Following Harley-Davidson's divestment, the company was reported to be in negotiations with Canada's Bombardier Recreational Products for an injection of cash, but this did not happen and Alta Motors went out of business in late 2018. BRP later did acquire some of Alta's technological assets from its creditors.

==Products==
- Redshift MX (motocross, base model)
- Redshift MXR (motocross, premium model)
- Redshift EX (enduro, base model)
- Redshift EXR (enduro, premium model)
- Redshift SM (supermoto)

A projected Redshift SMR model was registered with the NHTSA, but there is no evidence that it reached the market.

The Redshift platform is the basis for the SilentHawk stealth dirtbike developed by military contractor Logos Technologies of Fairfax, Virginia.

In 2017, the company also unveiled a prototype called the Redshift ST (for Street Tracker), which was pitched as a hybrid urban and flat track speedway machine.

==Racing==
Due to debates regarding the equivalency between electric and combustion engines, Alta faced an uphill battle obtaining sanction to race in a major series, but the brand's products still showed up at a few established events.

The Redshift MX made its professional debut in the Lites class of the 2016 Red Bull Straight Rhythm off-season tournament, advancing to the second round. It returned in 2017, but was eliminated in the first round. On both occasions, the bike was ridden by Josh Hill.

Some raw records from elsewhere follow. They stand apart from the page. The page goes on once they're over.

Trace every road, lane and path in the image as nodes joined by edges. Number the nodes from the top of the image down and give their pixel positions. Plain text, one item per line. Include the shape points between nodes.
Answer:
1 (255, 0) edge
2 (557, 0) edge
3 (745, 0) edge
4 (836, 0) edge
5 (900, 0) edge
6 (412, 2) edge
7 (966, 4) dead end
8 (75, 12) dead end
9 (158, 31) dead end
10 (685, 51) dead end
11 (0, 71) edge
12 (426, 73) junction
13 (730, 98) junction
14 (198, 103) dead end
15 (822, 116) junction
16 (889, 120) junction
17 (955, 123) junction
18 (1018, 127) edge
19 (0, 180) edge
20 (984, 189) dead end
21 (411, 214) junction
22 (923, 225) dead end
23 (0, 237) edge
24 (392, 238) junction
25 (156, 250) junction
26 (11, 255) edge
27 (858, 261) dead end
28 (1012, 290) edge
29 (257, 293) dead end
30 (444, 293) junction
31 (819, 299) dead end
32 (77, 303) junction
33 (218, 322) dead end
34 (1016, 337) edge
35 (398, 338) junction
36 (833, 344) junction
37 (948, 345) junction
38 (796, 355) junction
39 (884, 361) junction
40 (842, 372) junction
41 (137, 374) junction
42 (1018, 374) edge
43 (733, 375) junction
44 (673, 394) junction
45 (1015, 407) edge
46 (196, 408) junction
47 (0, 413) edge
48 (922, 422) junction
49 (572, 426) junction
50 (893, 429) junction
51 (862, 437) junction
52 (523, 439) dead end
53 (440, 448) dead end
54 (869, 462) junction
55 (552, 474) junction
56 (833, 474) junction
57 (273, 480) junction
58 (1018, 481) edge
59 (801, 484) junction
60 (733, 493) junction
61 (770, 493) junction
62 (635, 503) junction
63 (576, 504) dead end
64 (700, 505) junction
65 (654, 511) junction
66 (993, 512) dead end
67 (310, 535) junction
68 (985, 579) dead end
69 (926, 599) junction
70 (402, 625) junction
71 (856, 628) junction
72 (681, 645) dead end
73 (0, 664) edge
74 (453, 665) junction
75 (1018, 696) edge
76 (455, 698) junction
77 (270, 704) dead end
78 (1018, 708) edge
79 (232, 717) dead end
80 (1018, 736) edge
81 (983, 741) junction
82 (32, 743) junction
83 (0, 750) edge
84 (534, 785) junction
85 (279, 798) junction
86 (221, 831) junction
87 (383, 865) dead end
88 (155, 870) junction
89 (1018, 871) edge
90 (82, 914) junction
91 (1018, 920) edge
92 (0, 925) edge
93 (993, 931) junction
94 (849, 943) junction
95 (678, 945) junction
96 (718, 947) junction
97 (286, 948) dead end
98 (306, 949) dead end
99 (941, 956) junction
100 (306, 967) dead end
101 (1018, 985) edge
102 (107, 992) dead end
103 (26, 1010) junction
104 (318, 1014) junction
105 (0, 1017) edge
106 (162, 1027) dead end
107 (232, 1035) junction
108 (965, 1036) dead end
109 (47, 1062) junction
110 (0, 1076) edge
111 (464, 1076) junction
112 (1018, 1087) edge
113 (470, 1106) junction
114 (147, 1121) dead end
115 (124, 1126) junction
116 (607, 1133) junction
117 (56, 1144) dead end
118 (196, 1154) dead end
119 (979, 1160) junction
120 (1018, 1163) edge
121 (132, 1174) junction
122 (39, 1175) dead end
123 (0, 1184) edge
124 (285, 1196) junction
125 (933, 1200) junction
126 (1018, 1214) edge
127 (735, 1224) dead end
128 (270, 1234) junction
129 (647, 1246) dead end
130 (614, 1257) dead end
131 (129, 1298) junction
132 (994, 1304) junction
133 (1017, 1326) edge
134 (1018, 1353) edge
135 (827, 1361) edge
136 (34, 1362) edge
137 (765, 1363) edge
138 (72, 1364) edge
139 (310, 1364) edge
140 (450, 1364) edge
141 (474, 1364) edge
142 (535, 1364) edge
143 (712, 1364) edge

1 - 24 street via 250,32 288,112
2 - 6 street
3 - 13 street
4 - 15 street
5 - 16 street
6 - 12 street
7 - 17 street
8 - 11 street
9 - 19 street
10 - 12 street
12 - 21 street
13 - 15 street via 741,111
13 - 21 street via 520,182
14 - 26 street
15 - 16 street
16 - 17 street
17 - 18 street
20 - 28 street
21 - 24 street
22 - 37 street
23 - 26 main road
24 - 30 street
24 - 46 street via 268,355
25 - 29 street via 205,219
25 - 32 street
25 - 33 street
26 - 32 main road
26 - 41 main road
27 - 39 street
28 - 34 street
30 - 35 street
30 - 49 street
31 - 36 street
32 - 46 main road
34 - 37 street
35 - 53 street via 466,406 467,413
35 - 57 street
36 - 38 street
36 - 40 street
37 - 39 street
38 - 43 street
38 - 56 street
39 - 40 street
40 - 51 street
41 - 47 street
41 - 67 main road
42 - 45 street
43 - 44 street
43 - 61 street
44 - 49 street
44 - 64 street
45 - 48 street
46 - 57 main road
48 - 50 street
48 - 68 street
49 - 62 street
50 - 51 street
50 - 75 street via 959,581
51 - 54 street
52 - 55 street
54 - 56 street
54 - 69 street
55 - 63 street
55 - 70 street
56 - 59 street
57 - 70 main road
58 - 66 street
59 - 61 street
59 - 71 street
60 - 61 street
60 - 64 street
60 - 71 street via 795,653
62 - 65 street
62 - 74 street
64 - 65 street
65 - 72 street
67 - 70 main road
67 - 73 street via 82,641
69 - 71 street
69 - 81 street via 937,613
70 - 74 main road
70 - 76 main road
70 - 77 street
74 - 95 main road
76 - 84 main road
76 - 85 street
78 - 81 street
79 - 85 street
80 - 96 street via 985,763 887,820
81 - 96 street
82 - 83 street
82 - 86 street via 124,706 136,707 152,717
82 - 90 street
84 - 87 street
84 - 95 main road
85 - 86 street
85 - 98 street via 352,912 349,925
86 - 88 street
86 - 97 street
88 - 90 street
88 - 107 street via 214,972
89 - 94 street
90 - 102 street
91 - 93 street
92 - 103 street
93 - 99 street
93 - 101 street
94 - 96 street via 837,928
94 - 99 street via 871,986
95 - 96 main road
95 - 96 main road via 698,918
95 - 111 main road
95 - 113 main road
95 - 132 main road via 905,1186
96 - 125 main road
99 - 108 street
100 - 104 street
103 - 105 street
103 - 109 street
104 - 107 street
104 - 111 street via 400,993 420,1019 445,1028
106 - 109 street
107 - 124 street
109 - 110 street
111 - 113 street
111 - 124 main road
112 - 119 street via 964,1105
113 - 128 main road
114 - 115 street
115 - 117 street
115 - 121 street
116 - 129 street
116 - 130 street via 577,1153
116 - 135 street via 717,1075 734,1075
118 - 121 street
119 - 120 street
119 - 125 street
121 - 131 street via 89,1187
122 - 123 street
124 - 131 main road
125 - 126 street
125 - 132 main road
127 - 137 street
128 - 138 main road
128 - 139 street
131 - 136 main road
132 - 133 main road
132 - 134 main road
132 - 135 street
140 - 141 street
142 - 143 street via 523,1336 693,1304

Also in 2017, Alta announced that it would feature in the SX2 class at a pair of SX Tour events, the Geneva Supercross and the Paris-Nanterre Supercross, thanks to an exemption granted by the tour's sanctioning body, the Fédération française de motocyclisme. However, equipment shipping issues limited its participation to the Geneva Supercross' Duel Cup, a side attraction consisting of four riders competing in best-of-three, one-on-one playoffs. Hill won the second night, beating event spokesman Ricky Carmichael (Suzuki RM-Z450) in the final.

Alta made its AMA EnduroCross Championship debut in Round 4 of the 2016 season with Veteran class rider Kurt Nicoll. Nicoll won the event in his class.
In 2018, the company upped its efforts, signing Ty Tremaine as a regular entrant in the Pro class. His third-place finish in Round 3 was credited as the first podium placing by an all-electric bike in an AMA-sanctioned professional series. However Alta Motors folded partway into the season, and Tremaine finished his campaign with Beta.
Tremaine, alongside Lyndon Poskitt, also took part in the 2018 Erzberg Rodeo hard enduro for Alta.